WHAT THIS TASK INVOLVES:
Every line below from the one containing "middle pip: (464, 199)" through the one containing "index tip: (737, 685)" must be transcribed exactly. Omit all lines outside that stretch.

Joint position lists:
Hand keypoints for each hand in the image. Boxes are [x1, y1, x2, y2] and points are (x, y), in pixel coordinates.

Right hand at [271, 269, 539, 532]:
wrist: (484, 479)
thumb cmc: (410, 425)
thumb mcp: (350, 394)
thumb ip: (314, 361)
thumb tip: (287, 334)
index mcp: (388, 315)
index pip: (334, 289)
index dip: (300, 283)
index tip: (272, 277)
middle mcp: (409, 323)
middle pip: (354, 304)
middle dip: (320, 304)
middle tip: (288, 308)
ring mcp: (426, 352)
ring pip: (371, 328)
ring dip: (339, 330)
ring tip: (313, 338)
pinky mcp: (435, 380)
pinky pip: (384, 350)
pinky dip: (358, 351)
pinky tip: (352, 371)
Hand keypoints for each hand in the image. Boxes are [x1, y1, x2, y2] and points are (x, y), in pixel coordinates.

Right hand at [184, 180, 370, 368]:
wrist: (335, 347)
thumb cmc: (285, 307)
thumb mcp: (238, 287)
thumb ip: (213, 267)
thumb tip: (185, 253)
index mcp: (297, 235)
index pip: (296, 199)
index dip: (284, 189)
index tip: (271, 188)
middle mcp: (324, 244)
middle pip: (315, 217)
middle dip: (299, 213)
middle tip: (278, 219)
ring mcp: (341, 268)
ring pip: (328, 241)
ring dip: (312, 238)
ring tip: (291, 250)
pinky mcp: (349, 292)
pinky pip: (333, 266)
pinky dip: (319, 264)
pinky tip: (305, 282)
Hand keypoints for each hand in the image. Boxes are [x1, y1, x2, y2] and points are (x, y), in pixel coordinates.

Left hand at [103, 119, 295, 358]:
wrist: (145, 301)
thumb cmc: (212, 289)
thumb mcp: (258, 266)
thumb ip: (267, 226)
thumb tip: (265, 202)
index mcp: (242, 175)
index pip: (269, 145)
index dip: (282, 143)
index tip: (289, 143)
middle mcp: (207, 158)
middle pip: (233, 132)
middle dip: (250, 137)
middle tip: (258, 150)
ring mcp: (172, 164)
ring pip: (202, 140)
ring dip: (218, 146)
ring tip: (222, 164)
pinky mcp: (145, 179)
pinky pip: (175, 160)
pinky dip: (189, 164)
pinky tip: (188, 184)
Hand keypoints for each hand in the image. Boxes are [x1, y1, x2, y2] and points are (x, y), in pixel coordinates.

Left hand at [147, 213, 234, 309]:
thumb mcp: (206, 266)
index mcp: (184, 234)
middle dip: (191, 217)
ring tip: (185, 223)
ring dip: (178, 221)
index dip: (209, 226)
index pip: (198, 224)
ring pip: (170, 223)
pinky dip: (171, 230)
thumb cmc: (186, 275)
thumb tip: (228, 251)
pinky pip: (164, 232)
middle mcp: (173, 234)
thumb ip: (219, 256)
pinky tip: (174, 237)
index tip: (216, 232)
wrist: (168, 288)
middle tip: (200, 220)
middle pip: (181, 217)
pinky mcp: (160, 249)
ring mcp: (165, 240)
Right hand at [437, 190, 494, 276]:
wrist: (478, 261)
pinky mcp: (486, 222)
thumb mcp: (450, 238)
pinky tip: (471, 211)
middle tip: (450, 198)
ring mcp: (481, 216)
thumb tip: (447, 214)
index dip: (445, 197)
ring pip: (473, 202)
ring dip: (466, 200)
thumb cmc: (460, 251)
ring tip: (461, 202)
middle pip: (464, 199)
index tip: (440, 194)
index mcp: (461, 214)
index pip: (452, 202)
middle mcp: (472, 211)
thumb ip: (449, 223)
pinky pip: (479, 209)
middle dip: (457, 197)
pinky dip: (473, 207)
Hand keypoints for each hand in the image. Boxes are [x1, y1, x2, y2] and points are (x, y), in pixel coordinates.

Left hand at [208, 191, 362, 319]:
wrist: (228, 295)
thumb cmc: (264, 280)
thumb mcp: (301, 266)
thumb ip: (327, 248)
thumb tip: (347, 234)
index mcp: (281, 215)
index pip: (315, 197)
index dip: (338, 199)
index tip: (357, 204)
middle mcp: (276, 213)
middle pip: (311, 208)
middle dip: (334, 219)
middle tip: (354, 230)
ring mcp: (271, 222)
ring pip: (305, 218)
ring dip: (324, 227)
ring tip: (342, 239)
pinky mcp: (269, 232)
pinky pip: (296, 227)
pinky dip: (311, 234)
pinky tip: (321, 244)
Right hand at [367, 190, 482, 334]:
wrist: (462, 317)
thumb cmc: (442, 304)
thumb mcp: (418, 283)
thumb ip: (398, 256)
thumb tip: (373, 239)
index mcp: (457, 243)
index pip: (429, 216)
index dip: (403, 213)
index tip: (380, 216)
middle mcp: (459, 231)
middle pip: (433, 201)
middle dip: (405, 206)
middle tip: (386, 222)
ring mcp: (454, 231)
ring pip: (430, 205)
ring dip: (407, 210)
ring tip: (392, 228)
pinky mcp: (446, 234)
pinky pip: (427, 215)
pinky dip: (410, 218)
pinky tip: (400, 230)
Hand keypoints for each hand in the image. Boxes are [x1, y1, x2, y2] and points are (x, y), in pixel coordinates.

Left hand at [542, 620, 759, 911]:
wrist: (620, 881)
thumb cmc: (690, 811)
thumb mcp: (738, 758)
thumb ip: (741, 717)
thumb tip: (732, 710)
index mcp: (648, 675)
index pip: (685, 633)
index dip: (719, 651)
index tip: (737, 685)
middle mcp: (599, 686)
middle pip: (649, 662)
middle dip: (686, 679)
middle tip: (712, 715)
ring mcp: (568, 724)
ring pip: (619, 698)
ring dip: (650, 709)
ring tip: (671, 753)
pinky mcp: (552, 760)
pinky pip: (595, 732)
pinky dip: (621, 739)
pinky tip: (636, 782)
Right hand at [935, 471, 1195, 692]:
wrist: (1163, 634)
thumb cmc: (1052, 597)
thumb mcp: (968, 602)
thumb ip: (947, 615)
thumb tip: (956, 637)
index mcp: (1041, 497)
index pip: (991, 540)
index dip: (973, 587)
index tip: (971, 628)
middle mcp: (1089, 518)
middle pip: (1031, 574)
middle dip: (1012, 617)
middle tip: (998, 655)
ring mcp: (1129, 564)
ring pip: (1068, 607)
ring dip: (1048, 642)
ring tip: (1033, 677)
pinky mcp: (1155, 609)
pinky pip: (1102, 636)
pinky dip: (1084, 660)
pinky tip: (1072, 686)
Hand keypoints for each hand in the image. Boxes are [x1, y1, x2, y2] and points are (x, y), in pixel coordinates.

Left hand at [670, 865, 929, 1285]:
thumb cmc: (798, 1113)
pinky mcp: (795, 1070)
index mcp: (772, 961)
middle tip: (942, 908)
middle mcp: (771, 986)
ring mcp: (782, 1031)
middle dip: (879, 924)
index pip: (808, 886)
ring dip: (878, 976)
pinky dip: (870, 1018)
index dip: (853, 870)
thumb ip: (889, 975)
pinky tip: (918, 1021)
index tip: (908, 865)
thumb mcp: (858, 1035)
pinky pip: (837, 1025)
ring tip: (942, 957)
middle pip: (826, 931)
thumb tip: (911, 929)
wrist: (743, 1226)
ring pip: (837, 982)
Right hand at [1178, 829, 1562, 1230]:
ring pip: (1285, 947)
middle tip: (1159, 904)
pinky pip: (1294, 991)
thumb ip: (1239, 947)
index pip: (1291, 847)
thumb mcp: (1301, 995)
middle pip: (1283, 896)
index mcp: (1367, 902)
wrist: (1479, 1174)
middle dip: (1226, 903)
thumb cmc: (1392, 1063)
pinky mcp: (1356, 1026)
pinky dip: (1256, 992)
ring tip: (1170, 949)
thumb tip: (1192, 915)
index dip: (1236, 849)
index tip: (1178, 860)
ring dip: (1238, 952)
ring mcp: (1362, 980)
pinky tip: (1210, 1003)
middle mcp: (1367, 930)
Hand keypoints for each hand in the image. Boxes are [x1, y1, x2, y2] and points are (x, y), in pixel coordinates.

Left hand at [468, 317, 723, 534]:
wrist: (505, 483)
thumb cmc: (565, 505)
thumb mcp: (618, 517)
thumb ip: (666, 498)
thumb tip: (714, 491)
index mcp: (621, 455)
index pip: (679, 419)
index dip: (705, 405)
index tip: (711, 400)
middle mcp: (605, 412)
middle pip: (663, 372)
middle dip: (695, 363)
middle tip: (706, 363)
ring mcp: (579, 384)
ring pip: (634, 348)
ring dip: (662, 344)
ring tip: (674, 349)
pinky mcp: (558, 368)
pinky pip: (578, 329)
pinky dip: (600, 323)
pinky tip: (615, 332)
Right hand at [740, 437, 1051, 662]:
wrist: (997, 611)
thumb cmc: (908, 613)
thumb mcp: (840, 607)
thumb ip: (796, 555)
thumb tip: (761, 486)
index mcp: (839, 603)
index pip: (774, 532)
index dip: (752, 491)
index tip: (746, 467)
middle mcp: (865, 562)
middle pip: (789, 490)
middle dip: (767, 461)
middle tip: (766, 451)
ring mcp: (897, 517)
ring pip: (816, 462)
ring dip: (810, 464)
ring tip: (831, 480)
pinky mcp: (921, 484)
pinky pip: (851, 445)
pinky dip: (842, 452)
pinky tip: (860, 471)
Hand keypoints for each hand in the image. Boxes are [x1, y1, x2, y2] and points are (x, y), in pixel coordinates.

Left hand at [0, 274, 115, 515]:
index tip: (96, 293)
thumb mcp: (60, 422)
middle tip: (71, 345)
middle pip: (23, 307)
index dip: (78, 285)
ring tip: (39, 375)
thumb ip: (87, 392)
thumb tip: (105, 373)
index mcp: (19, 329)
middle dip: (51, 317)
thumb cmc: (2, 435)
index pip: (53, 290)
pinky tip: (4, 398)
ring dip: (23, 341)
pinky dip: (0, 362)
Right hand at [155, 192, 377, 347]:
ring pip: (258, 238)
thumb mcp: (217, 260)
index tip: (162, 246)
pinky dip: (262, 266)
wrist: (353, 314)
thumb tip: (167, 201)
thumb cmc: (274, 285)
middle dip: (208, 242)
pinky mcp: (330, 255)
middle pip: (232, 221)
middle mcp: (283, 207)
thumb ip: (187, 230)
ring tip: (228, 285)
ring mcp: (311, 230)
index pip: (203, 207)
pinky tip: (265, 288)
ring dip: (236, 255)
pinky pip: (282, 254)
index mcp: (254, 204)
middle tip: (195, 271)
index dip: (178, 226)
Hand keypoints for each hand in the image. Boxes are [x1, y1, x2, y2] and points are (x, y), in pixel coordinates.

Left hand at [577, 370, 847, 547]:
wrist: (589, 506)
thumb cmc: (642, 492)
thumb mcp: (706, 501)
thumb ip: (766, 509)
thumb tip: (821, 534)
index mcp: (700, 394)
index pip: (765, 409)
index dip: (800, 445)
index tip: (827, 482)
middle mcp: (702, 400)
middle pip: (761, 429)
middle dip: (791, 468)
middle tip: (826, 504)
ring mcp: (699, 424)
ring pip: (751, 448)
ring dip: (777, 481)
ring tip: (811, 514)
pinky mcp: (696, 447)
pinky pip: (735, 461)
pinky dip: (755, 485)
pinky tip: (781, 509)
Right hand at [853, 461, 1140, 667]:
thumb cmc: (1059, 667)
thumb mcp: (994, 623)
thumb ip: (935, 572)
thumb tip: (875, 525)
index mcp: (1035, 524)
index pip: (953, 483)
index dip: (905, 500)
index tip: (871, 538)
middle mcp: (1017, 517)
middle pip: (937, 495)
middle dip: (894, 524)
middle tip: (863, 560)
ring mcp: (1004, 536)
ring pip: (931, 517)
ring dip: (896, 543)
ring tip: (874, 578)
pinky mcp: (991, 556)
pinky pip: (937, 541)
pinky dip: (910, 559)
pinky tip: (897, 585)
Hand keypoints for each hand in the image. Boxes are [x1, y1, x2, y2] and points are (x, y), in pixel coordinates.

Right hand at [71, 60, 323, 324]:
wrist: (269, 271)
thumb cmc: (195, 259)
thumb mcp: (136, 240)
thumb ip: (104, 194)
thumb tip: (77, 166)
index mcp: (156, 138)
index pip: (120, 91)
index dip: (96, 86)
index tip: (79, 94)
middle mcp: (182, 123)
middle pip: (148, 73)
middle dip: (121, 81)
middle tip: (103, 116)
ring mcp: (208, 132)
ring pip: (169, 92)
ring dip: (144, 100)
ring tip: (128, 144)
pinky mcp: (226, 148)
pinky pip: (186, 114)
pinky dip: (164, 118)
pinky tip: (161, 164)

RESULT OF THE EXERCISE:
middle pip: (464, 199)
index tip: (440, 194)
index mcp: (461, 214)
index pip: (452, 202)
middle mcp: (472, 211)
thumb ip: (449, 223)
pinky pip: (479, 209)
middle dip: (457, 197)
pinky dip: (473, 207)
Hand keypoints for each hand in the image. Boxes are [x1, y1, x2, y2] and points are (x, y), in pixel coordinates.

Left hand at [208, 191, 362, 319]:
wrist: (228, 295)
thumb cmc: (264, 280)
thumb mcp: (301, 266)
thumb ip: (327, 248)
thumb tip: (347, 234)
index mcp: (281, 215)
index pip: (315, 197)
index dip: (338, 199)
index tip: (357, 204)
middle mcp: (276, 213)
middle pip: (311, 208)
middle dip: (334, 219)
middle tip: (354, 230)
ring mcp: (271, 222)
ring pip: (305, 218)
ring dip: (324, 227)
ring tip: (342, 239)
pinky mcp: (269, 232)
pinky pip: (296, 227)
pinky dip: (311, 234)
pinky tip: (321, 244)
Right hand at [367, 190, 482, 334]:
wrist: (462, 317)
thumb cmc: (442, 304)
thumb mcp: (418, 283)
thumb ip: (398, 256)
thumb tip: (373, 239)
index mcp: (457, 243)
index pip: (429, 216)
index dip: (403, 213)
index tip: (380, 216)
middle mcp: (459, 231)
middle pip: (433, 201)
middle dip: (405, 206)
middle tip: (386, 222)
ring mcp: (454, 231)
ring pip: (430, 205)
ring dip: (407, 210)
ring tip: (392, 228)
pinky mcp: (446, 234)
pinky pip: (427, 215)
pinky dip: (410, 218)
pinky tip: (400, 230)
Hand keypoints for each hand in the image. Boxes are [x1, y1, x2, y2] and points are (x, y), in pixel coordinates.

Left hand at [542, 620, 759, 911]:
wrist: (620, 881)
thumb cmc: (690, 811)
thumb mcp: (738, 758)
thumb ip: (741, 717)
thumb tip: (732, 710)
index mcp: (648, 675)
index pip: (685, 633)
index dip: (719, 651)
index tip: (737, 685)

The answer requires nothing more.